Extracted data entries

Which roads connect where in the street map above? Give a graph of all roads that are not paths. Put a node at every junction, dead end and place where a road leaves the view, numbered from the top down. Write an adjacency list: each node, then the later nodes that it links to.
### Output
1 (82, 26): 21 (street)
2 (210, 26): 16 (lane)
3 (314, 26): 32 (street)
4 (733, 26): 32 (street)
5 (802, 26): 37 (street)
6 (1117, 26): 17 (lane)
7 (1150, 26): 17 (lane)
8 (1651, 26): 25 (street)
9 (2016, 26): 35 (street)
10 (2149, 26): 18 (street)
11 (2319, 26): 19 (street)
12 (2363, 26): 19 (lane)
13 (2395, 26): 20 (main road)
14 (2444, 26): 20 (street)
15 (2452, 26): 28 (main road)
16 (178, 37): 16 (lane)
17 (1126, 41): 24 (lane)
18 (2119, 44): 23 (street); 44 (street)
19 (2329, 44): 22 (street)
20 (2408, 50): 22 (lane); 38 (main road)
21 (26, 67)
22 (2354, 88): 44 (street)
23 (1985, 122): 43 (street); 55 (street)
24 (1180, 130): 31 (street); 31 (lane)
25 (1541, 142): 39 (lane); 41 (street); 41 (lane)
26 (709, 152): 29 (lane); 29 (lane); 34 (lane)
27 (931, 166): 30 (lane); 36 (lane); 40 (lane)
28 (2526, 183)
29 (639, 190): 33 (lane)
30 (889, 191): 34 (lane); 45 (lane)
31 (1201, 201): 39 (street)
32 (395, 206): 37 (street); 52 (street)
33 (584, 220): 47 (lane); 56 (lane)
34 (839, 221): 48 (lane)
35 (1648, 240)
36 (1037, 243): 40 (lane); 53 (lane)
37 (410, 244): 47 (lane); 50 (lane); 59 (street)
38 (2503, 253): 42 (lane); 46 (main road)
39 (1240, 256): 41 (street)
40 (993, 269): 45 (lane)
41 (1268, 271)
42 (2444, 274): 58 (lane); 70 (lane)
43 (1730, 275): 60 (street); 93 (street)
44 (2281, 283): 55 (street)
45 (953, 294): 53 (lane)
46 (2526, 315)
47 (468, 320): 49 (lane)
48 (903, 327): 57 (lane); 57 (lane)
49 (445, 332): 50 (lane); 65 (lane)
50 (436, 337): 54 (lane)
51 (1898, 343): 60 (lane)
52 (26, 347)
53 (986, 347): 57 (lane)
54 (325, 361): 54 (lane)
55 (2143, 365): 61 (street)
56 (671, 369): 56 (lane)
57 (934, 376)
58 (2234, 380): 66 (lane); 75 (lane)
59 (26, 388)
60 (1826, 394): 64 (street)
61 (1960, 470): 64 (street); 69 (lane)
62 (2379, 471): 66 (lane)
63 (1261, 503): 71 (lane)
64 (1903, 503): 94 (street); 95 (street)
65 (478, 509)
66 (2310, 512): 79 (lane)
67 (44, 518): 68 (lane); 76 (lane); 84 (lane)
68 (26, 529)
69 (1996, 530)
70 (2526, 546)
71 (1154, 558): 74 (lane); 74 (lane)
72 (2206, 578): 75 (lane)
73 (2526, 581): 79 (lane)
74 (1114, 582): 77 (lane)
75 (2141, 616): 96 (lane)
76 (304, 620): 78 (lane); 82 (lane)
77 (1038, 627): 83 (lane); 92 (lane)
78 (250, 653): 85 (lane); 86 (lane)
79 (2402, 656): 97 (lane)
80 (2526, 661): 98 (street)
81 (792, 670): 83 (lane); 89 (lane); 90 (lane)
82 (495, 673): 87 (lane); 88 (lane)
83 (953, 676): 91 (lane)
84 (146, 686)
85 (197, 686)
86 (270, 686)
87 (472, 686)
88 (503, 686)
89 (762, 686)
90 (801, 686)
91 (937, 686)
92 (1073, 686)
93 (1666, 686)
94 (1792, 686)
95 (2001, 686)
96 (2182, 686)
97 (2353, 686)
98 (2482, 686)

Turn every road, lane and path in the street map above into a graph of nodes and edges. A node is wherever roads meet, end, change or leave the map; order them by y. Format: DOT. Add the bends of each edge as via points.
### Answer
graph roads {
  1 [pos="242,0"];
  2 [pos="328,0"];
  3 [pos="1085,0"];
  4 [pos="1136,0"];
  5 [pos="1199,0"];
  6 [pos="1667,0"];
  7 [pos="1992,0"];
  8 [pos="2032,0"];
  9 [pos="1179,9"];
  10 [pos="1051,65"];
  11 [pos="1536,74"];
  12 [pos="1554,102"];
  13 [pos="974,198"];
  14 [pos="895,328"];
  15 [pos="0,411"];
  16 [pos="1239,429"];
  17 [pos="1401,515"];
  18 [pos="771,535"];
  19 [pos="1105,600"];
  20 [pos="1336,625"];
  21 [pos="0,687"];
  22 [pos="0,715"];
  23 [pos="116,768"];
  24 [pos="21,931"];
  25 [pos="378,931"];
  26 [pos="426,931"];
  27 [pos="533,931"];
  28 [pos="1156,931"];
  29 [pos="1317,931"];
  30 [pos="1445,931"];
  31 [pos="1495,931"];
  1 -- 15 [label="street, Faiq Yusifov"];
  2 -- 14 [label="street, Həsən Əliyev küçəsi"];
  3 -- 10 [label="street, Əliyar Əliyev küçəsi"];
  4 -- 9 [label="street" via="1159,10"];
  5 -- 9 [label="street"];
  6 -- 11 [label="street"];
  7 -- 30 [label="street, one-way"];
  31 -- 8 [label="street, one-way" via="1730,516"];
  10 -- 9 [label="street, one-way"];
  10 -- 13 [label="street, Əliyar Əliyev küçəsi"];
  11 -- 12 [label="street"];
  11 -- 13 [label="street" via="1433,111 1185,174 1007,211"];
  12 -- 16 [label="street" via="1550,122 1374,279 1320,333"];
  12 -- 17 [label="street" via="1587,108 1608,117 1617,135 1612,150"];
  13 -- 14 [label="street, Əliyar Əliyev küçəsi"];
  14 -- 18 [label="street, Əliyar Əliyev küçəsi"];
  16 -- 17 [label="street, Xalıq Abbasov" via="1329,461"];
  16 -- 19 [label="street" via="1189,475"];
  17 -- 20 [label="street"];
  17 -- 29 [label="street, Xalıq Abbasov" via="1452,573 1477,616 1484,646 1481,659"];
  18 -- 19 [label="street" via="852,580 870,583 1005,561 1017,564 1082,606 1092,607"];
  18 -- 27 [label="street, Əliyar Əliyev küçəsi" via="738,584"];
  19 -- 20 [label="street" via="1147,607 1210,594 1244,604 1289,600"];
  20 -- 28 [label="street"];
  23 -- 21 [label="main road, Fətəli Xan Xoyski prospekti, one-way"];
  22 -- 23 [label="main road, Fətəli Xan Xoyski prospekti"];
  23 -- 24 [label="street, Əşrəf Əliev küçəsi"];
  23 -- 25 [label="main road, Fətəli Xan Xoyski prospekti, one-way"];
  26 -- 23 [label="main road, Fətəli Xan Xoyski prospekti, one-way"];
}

Your assignment: Look through the data above for the word "küçəsi". Report each line where it occurs.

Written response:
  2 -- 14 [label="street, Həsən Əliyev küçəsi"];
  3 -- 10 [label="street, Əliyar Əliyev küçəsi"];
  10 -- 13 [label="street, Əliyar Əliyev küçəsi"];
  13 -- 14 [label="street, Əliyar Əliyev küçəsi"];
  14 -- 18 [label="street, Əliyar Əliyev küçəsi"];
  18 -- 27 [label="street, Əliyar Əliyev küçəsi" via="738,584"];
  23 -- 24 [label="street, Əşrəf Əliev küçəsi"];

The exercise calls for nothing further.